> **Your instructions**: Going line by line through the entries below, count those that contain "order". Give the number by itself.

> **Records**:
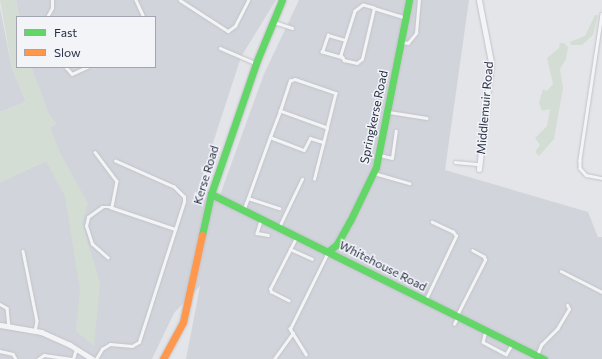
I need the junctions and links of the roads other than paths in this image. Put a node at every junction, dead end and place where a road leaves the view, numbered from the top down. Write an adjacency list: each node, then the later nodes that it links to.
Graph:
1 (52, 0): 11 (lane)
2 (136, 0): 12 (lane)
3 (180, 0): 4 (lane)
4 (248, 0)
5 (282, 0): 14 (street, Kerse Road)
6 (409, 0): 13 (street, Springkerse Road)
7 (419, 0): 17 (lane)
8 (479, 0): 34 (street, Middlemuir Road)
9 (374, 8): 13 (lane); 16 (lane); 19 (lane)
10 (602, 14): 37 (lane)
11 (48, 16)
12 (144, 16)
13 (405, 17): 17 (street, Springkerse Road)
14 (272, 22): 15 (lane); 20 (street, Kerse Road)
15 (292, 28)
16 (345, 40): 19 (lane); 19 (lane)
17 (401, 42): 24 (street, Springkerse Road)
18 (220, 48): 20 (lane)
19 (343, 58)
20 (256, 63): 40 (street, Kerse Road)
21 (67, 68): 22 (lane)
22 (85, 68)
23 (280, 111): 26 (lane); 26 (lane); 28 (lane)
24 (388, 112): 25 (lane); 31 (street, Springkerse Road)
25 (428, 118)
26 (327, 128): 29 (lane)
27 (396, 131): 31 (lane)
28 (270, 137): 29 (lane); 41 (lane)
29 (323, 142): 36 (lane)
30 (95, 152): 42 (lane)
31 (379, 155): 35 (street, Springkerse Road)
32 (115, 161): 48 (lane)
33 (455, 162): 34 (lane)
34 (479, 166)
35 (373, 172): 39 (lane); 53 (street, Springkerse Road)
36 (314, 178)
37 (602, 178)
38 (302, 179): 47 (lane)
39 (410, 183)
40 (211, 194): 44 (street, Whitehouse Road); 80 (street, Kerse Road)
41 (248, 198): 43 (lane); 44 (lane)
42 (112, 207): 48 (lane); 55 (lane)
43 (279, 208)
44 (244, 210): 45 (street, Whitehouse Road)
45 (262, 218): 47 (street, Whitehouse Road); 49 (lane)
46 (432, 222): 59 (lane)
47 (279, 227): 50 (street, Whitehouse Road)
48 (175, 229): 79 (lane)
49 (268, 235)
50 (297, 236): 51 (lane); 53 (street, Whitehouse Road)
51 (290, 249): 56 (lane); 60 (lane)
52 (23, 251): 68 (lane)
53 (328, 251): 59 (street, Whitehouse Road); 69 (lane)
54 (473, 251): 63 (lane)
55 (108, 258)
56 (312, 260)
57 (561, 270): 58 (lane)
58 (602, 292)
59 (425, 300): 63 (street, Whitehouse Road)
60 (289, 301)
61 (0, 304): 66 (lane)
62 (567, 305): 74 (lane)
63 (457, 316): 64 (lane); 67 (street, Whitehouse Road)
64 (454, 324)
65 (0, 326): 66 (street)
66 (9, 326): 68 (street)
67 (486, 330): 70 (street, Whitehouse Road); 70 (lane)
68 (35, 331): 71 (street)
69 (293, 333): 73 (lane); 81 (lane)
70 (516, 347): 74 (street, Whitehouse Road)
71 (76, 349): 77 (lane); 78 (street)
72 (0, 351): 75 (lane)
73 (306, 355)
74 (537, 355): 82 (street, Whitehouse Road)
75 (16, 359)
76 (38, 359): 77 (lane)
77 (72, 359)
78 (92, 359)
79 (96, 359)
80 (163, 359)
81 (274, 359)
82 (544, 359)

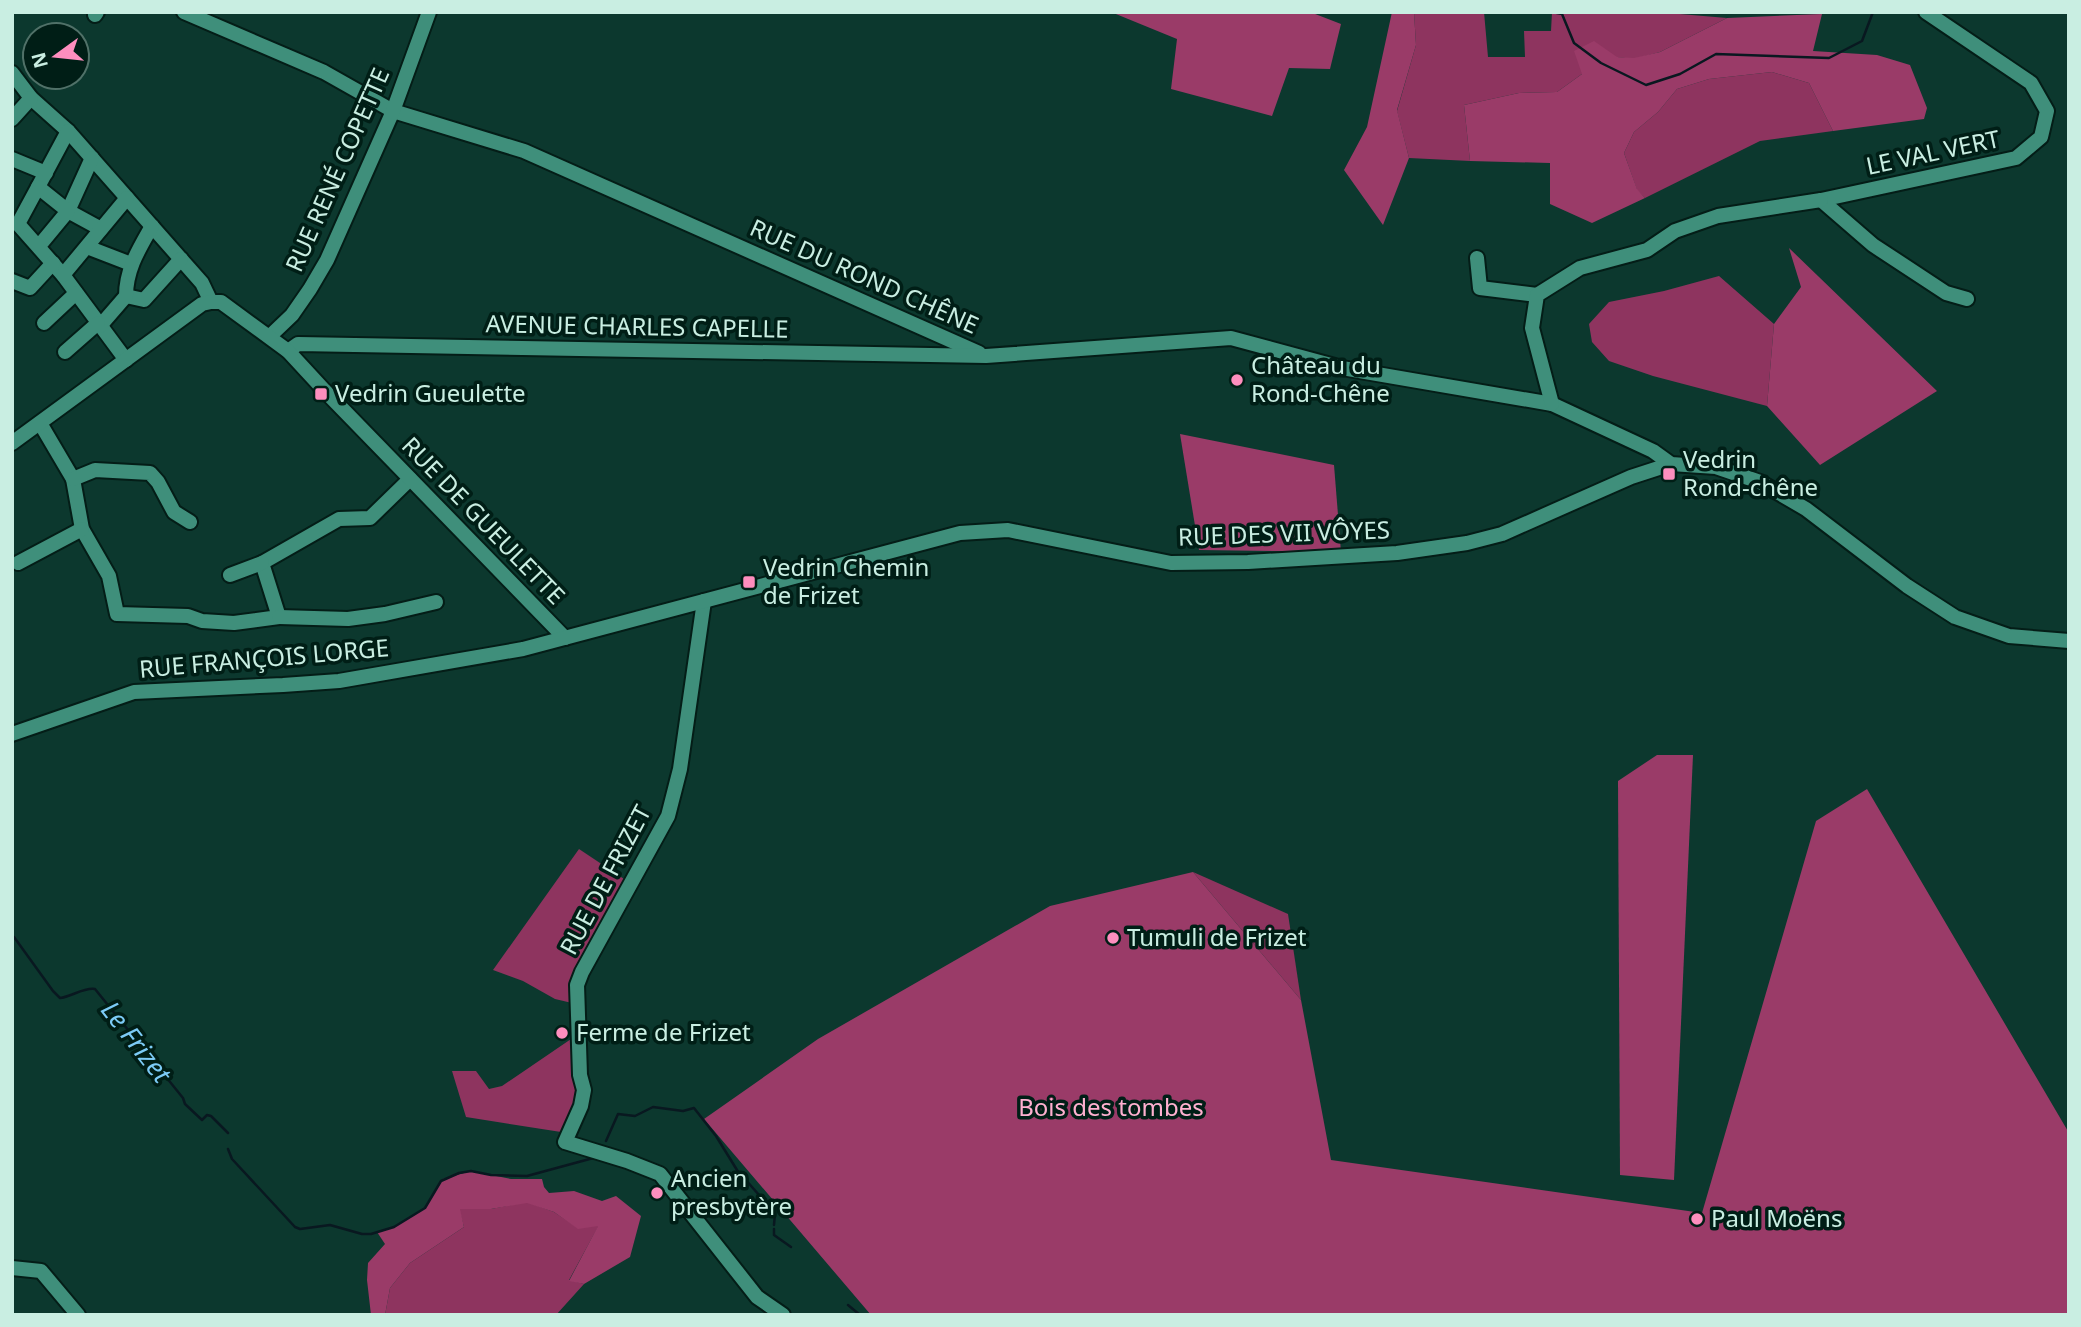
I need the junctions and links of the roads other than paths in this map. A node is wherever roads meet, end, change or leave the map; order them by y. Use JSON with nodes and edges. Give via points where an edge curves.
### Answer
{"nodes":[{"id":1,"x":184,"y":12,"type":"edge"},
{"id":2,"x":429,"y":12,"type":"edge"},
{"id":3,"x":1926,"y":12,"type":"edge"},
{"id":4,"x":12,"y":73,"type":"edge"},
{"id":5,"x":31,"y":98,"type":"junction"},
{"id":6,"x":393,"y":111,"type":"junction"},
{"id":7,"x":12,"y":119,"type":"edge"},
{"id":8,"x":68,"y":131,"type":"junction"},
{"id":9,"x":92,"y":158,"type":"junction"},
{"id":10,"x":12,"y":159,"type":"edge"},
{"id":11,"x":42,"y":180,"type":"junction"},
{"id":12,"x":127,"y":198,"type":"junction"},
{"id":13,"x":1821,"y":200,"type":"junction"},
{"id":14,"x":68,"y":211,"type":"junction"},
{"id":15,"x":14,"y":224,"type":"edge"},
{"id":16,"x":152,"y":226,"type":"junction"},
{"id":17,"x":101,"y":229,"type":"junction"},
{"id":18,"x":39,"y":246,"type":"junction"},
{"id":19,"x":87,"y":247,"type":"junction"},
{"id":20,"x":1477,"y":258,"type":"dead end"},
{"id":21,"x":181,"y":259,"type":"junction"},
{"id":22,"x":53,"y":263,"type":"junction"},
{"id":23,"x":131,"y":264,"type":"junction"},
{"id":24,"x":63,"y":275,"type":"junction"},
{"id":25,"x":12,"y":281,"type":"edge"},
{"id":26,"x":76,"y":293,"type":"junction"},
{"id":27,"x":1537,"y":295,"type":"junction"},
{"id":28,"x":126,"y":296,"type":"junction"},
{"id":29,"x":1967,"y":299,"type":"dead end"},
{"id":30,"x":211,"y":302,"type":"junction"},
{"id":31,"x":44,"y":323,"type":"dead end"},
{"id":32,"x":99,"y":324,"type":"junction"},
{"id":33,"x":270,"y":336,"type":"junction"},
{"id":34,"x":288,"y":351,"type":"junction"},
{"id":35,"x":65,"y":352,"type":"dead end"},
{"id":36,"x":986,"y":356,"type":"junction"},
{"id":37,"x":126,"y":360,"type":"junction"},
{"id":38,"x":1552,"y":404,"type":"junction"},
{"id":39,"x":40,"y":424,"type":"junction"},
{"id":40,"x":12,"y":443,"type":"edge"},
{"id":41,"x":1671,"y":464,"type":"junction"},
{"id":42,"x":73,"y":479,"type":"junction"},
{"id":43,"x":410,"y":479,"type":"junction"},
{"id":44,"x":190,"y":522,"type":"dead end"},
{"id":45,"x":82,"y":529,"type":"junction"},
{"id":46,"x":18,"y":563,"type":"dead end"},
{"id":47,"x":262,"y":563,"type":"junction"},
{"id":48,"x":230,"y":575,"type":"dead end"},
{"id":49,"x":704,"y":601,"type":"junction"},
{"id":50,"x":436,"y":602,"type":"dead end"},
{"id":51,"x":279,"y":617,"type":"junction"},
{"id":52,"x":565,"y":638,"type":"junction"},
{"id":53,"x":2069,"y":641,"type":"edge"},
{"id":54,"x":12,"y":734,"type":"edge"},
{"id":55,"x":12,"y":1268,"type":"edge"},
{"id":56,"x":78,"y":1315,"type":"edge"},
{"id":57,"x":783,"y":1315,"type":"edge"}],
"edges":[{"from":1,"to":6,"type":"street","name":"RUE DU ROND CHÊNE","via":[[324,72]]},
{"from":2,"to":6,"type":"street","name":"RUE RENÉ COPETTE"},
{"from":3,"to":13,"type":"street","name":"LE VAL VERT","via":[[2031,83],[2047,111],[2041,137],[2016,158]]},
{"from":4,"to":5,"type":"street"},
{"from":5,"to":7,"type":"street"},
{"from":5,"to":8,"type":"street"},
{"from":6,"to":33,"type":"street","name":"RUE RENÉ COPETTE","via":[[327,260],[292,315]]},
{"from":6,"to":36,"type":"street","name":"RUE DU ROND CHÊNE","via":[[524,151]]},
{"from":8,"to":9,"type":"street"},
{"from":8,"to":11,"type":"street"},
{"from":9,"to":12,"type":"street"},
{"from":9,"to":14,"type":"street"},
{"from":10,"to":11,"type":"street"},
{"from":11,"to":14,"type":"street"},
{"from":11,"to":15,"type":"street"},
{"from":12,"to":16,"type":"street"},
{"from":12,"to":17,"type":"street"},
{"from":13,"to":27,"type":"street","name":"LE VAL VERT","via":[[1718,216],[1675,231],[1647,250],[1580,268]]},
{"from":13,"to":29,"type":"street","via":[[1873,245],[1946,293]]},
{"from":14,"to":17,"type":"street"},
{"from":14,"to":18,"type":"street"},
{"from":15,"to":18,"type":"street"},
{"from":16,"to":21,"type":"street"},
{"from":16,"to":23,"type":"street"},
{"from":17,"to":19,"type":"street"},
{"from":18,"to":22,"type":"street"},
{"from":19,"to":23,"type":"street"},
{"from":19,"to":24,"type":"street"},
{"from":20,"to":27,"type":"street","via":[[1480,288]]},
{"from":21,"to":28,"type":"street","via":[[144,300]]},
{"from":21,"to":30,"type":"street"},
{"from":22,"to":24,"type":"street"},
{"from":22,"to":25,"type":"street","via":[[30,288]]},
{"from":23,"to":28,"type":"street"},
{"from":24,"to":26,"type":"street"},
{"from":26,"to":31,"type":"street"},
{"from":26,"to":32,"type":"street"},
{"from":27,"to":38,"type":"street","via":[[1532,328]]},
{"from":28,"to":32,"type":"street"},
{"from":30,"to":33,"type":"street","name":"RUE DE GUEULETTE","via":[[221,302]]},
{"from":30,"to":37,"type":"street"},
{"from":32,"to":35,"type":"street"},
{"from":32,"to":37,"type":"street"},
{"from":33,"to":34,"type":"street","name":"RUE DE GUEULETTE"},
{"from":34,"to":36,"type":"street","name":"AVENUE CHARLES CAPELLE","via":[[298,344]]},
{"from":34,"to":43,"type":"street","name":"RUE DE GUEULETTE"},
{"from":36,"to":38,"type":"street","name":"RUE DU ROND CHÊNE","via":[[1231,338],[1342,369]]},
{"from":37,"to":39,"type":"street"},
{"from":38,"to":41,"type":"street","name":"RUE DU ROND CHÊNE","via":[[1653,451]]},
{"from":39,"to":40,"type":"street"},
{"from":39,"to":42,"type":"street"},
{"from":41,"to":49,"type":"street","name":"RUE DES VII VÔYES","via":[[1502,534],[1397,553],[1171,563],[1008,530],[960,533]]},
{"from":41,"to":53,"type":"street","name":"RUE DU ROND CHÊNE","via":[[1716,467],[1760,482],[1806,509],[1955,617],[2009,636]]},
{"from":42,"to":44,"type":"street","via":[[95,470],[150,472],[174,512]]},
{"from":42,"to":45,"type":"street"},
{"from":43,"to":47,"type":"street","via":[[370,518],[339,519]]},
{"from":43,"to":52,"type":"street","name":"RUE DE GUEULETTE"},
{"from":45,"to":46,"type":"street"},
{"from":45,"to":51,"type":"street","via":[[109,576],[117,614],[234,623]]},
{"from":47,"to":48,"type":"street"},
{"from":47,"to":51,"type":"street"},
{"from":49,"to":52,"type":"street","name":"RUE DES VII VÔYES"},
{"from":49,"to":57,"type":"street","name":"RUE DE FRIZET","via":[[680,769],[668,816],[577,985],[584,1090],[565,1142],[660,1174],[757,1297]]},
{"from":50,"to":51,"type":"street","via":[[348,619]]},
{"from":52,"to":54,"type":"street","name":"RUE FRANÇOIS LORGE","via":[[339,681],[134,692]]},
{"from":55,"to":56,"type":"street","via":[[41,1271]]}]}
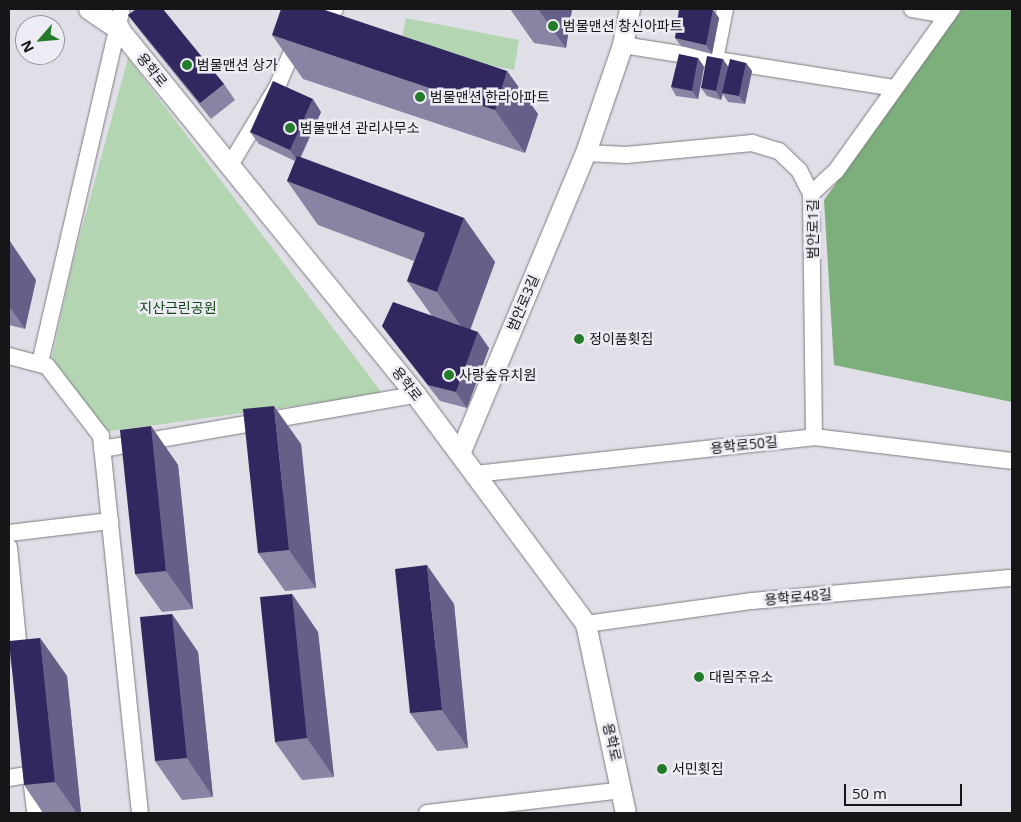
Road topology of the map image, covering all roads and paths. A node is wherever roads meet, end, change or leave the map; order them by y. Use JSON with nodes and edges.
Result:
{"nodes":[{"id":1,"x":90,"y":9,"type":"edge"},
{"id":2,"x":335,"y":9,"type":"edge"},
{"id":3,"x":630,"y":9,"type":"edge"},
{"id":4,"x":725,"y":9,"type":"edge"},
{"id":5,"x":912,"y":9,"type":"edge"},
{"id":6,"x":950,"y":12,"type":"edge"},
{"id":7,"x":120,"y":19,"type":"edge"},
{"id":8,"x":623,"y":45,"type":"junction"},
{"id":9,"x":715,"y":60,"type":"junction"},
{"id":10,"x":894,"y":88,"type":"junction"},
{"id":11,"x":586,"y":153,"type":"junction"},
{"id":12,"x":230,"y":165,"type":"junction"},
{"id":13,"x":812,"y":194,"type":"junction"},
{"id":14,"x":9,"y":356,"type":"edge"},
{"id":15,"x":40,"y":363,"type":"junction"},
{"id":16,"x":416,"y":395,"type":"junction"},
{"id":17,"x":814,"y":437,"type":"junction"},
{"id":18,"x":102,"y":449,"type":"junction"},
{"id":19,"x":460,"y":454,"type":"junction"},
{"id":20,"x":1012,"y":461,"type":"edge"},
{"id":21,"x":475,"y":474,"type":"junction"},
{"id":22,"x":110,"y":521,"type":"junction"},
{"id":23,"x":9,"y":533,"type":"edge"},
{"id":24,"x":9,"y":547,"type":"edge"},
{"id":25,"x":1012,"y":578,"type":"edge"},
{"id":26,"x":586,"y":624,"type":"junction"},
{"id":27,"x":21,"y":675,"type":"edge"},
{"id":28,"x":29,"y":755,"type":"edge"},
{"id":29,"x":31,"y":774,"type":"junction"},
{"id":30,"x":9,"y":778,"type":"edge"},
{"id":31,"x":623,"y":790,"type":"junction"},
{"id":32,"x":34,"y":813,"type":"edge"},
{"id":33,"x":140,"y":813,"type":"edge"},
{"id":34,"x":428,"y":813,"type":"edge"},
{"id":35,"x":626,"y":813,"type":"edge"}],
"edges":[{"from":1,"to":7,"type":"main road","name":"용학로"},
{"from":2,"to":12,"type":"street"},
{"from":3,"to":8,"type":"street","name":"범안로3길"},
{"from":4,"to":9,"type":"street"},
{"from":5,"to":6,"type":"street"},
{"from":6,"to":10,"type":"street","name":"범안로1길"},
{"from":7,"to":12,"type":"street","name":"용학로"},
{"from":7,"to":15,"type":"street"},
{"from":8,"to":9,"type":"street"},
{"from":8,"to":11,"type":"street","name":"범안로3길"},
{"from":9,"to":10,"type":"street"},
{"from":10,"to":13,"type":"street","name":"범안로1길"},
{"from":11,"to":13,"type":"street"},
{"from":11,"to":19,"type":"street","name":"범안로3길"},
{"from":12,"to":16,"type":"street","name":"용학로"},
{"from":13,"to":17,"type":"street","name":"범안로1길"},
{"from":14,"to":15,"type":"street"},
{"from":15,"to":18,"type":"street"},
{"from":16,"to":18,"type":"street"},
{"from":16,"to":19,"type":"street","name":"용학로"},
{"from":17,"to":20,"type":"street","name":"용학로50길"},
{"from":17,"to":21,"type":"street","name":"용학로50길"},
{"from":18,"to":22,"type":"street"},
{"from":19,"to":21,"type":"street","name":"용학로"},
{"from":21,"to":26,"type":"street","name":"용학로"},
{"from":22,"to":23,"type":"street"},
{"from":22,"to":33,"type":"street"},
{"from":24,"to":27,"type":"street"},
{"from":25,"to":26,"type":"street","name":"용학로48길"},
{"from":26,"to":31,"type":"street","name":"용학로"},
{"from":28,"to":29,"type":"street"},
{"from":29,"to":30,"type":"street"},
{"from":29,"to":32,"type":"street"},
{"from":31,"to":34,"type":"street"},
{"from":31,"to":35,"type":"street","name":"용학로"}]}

> **Task output**: 2